Cray. Despite everything that has happened over the years, from technological advances to organisational wobbles, bankruptcies and buy-outs, the name retains a certain cachet. They make super computers! Their computers come (came) with seats and bubbling coolant systems and everything! To someone growing up with early examples of rudimentary computing in the home, Cray was the stuff of Tomorrow’s World, Bond villains, and more. This was what real computers were all about.
Despite the growing power of ordinary computers, and the opportunities offered by parallelisation and the Cloud, those early memories of Cray superness were sufficient to pique my interest when a recent press release from semantic technology company Cambridge Semantics landed in my inbox. Digging a little further, it rapidly became apparent that Cambridge Semantics were not alone. Amongst eight ‘Solution Partners‘ listed for Cray’s XMT supercomputer, not one of them would look out of place presenting or exhibiting at a semantic technology event. For some reason, semantics appear to have replaced quirky styling, bubbling coolant and the circular seating of yesteryear.
Shoaib Mufti, Cray’s Director of Knowledge Management, is quick to highlight the opportunities created by combining hardware specifically optimised for computing across complex graph data with a semantic technology community that structures so much of its data in the form of graphs. California’s Franz Inc., one of those Cray Solution Partners, would appear to agree. Craig Norvell, Franz VP of Global Sales & Marketing, enthused that “They talked about what we talk about” when I asked about his interest in Cray.

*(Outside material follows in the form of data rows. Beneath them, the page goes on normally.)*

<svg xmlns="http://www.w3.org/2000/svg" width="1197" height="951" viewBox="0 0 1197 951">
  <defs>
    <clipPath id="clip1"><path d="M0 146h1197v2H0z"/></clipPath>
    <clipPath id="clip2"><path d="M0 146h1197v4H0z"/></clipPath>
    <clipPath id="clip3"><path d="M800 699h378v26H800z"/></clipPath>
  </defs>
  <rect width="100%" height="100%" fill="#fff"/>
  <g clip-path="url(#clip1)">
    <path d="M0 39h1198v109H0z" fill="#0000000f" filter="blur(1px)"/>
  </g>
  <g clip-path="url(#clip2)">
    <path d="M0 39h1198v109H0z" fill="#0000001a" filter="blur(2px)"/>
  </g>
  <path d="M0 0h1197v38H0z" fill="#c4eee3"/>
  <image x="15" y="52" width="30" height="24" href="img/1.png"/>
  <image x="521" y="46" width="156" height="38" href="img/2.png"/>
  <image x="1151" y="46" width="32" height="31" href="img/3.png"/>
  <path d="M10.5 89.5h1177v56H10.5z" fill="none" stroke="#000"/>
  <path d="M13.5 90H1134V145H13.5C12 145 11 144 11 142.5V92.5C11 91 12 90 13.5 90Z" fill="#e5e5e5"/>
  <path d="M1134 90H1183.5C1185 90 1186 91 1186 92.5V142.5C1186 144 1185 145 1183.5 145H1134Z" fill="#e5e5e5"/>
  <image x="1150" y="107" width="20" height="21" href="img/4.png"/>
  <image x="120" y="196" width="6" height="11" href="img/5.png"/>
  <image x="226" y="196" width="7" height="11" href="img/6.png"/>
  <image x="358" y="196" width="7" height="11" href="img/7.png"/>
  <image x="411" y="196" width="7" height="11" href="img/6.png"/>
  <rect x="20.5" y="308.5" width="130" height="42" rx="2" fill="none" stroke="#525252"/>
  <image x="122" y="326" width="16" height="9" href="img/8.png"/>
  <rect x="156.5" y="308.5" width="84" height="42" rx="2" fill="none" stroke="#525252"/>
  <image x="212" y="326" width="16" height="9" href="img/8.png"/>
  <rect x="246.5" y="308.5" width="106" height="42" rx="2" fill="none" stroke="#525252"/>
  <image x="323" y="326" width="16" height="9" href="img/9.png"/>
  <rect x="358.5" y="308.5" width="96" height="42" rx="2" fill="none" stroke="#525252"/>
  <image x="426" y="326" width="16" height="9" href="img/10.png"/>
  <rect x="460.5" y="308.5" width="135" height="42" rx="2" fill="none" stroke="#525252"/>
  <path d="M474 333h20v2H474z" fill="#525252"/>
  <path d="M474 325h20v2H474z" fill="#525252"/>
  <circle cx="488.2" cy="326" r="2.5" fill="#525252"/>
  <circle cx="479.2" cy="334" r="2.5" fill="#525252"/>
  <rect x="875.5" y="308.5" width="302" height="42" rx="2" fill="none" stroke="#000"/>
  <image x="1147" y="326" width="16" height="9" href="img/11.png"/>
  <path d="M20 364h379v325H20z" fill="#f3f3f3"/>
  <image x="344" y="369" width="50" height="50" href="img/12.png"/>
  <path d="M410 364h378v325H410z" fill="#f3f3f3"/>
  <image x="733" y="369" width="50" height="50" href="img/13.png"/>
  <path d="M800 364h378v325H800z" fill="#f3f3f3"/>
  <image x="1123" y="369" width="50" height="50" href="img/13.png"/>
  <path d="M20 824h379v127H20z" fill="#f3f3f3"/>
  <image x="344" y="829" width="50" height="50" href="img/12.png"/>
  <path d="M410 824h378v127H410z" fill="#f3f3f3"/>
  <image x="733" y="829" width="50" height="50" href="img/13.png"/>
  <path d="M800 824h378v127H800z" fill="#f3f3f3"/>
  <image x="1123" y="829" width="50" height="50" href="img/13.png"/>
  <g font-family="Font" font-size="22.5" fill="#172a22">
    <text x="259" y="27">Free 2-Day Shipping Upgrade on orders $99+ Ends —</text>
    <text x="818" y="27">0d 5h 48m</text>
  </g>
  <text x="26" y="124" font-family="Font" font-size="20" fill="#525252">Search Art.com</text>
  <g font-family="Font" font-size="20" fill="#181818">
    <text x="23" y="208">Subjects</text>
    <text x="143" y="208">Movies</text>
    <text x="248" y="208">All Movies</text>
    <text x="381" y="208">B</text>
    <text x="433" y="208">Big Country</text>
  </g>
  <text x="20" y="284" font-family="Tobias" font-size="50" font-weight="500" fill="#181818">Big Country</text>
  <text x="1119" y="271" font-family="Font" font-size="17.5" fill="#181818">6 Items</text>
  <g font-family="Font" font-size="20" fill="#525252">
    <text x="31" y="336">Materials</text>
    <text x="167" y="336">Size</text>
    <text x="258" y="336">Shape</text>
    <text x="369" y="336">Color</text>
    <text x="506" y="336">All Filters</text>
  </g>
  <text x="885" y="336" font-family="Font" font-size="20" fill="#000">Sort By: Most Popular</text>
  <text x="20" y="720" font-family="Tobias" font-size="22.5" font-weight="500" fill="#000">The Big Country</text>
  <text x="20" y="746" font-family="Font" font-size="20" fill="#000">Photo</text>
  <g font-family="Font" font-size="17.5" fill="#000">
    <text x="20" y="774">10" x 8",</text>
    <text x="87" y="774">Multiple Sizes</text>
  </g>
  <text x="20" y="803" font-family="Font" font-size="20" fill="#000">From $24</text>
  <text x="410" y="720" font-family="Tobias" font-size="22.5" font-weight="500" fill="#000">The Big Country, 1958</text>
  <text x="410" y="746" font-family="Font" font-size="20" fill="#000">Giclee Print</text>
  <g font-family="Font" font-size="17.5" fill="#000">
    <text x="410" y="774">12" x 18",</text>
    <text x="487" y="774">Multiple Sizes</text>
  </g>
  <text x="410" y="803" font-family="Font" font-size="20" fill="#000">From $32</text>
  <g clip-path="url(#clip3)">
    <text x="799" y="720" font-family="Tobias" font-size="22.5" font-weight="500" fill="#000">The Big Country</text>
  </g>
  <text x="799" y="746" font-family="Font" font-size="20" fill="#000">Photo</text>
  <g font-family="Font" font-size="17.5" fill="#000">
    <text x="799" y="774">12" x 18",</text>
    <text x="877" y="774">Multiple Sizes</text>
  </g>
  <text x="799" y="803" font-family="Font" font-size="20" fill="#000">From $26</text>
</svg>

Everything about the hardware is optimised to churn through large quantities of data, very quickly, with vital statistics that soon become silly. A single processor “can sustain 128 simultaneous threads and is connected with up to 8 GB of memory.” The Cray XMT comes with at least 16 of those processors, and can scale to over 8,000 of them in order to handle over 1 million simultaneous threads with 64 TB of shared system memory. Should you want to, you could easily hold the entire Linked Data Cloud in main memory for rapid analysis without the usual performance bottleneck introduced by swapping data on and off disks.
It’s here that Cray’s strengths begin to differentiate them from the rest of the pack. Big Data is an increasingly hot topic, as web giants and traditional enterprises alike rush to unlock the value hidden in their rapidly expanding data stores. Rather than follow the trail blazed by Google, LinkedIn, Facebook and others, Mufti contends that Cray’s approach increasingly makes more sense. Whilst consumer web companies traditionally deploy massive server farms comprising large numbers of relatively weak commodity servers, Cray tackles similar computing problems with one large computer. Instead of dividing a task up into discrete chunks that can be run on each of these small computers, a Cray removes that complexity (and management overhead) by keeping all of the data together (often in RAM) and tackling all of it at once. Well-rehearsed arguments about the cost-effectiveness, fault tolerance and scalability of the approach taken by Google et al continue to hold, but Mufti’s persuasive contention is that the rise of the Real-Time Web makes distributed processing of data increasingly ineffective. When time is money, and when users want updates as soon as something happens, the overhead of receiving data, dividing it up into manageable chunks, sharing those chunks out across a large number of computers, having all of those computers come up with their part of the answer, gathering all those answers up in the right order, combining those answers to compute the answer, and then reporting that to the user? That overhead begins to look too great. And then, clearly, you need a Cray.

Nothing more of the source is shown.